PROBLEM TO WORK ON
Copy each line below that contains "index".

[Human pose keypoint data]
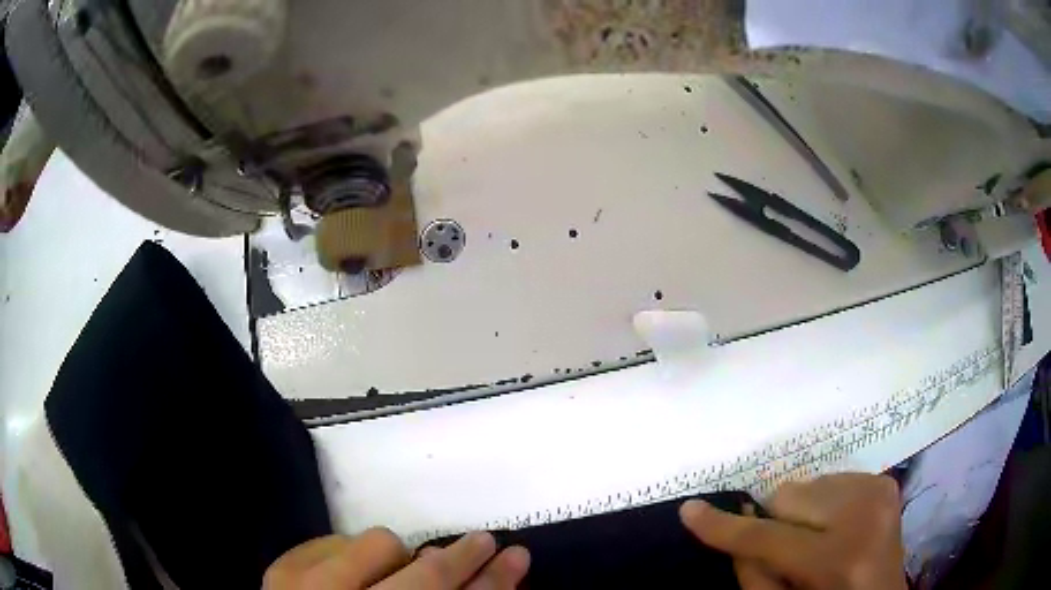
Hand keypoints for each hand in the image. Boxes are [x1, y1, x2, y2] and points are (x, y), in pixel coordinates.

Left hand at [263, 529, 529, 589]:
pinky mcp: (282, 568)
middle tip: (483, 542)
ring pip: (378, 543)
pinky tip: (354, 572)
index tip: (517, 558)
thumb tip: (487, 583)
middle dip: (462, 558)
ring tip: (393, 574)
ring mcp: (309, 586)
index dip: (494, 584)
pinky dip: (353, 552)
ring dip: (398, 557)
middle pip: (426, 577)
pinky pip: (335, 538)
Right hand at [680, 474, 906, 588]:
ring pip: (809, 483)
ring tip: (820, 540)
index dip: (725, 527)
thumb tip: (736, 526)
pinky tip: (838, 526)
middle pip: (789, 496)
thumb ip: (753, 572)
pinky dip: (826, 502)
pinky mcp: (885, 482)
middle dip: (778, 521)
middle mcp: (862, 517)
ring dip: (804, 512)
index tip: (690, 510)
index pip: (767, 537)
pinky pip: (833, 478)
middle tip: (793, 549)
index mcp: (837, 560)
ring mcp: (879, 493)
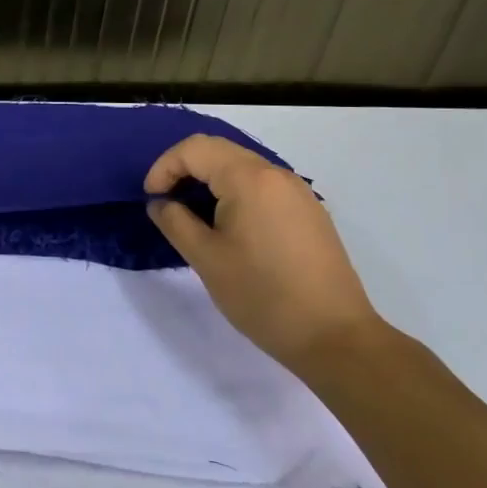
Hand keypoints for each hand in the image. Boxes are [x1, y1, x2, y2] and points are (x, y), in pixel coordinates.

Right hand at [145, 135, 386, 372]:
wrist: (334, 338)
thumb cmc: (261, 294)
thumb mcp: (205, 258)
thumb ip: (174, 221)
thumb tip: (161, 203)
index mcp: (249, 179)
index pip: (194, 149)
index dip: (164, 167)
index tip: (152, 199)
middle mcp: (276, 175)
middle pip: (219, 151)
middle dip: (184, 169)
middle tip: (166, 201)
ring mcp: (298, 193)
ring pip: (242, 167)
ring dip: (210, 180)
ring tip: (193, 214)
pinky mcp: (310, 213)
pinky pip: (262, 186)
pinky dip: (235, 192)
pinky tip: (229, 226)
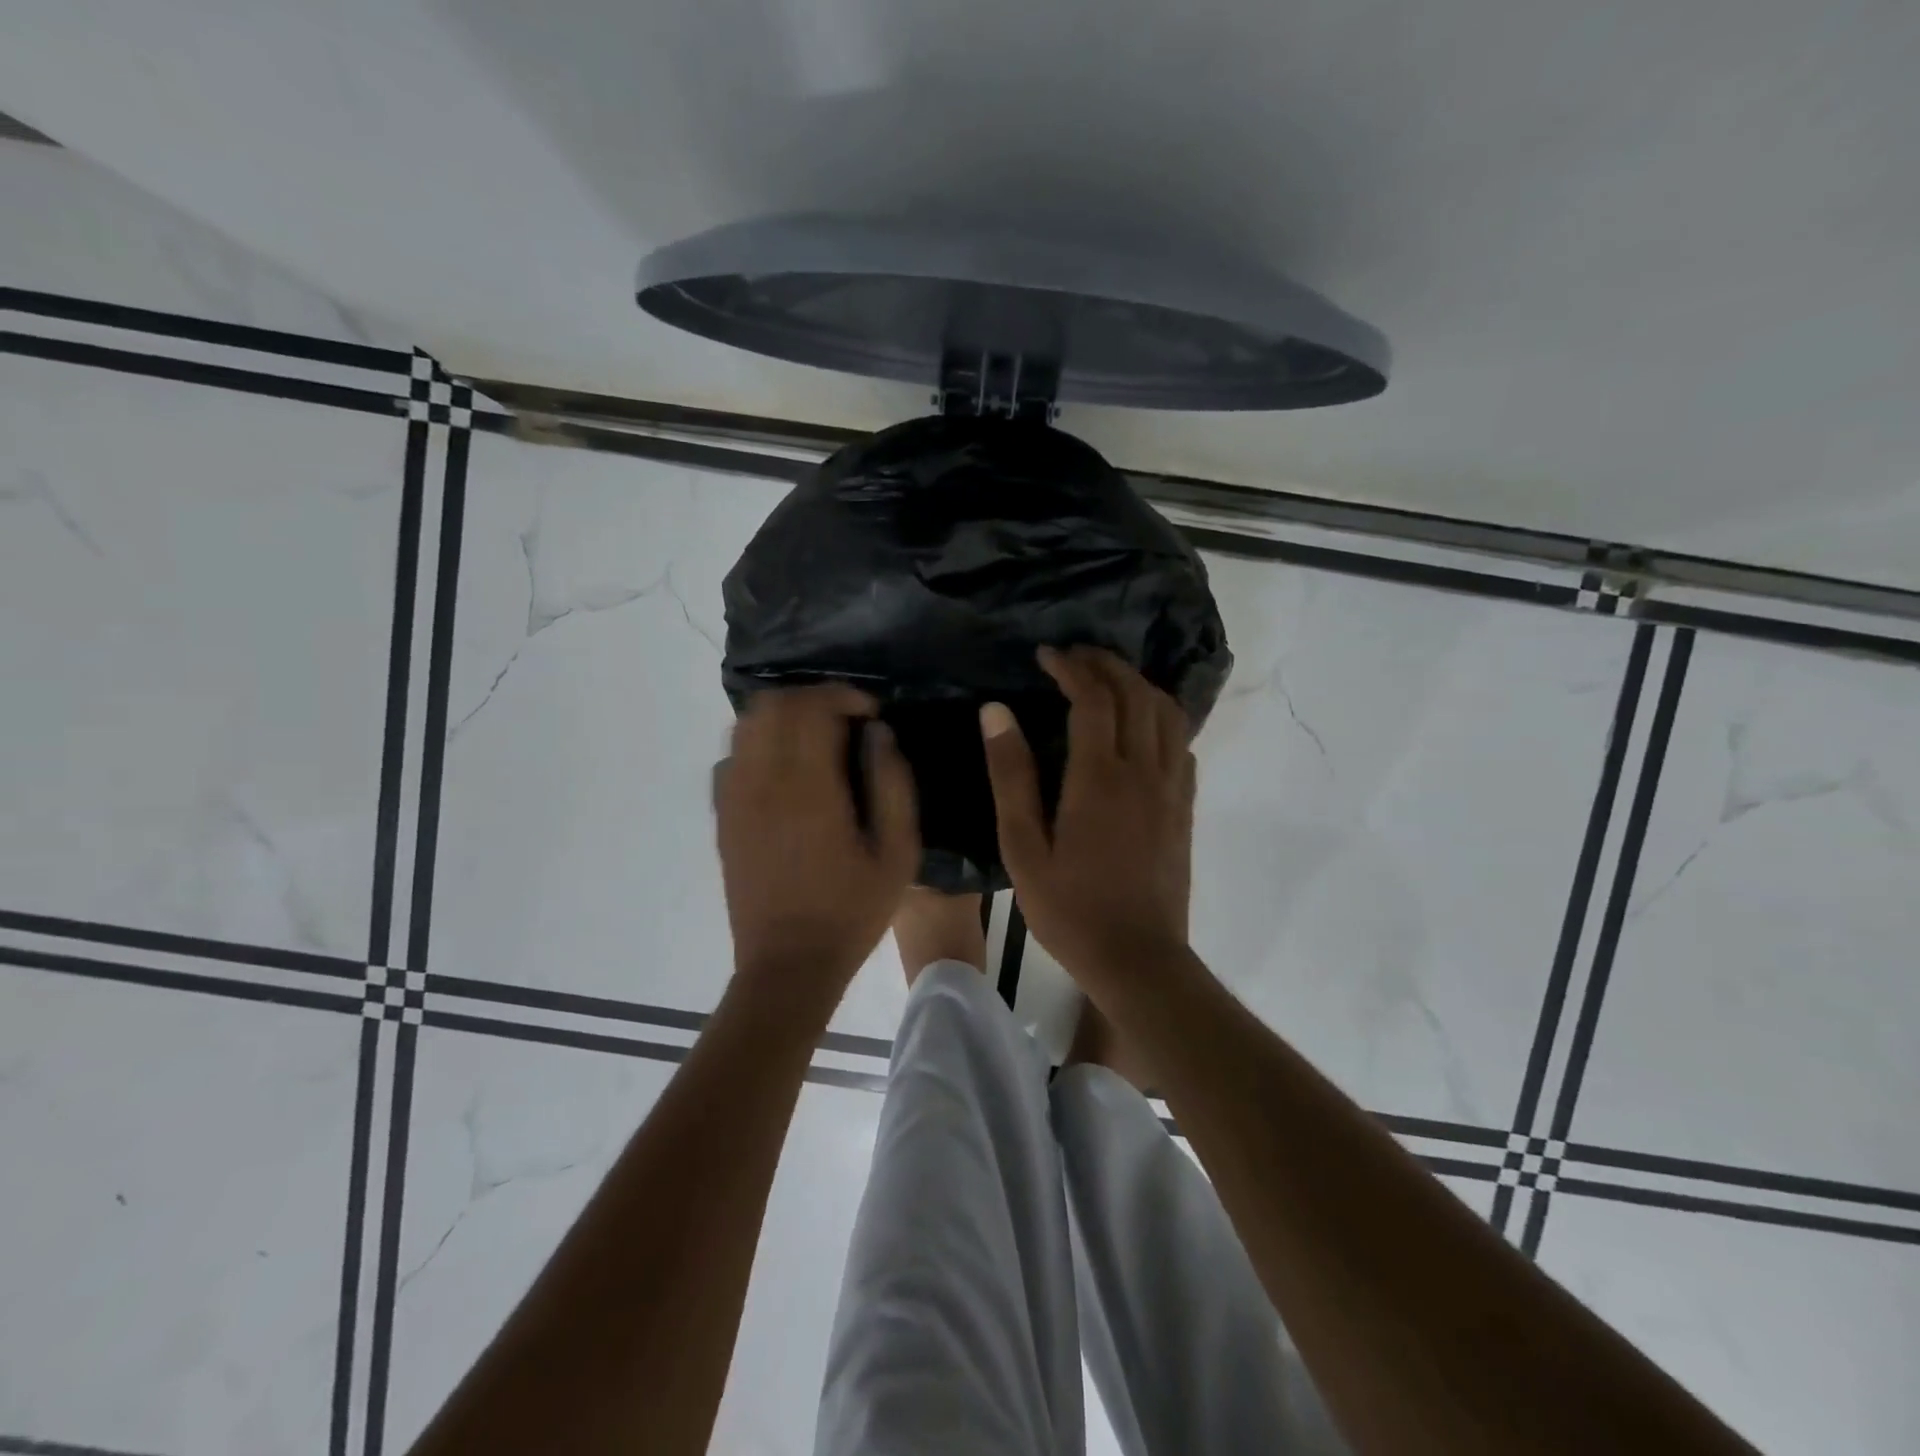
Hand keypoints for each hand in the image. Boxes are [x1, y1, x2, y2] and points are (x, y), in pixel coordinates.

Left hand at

EXERCISE ANSWER
index tip: (517, 558)
index dip: (494, 584)
index dip: (725, 527)
index tip: (690, 510)
index pip: (767, 537)
index mcp: (837, 560)
index mcp: (249, 179)
index pip: (194, 149)
index dip: (164, 167)
index tip: (152, 199)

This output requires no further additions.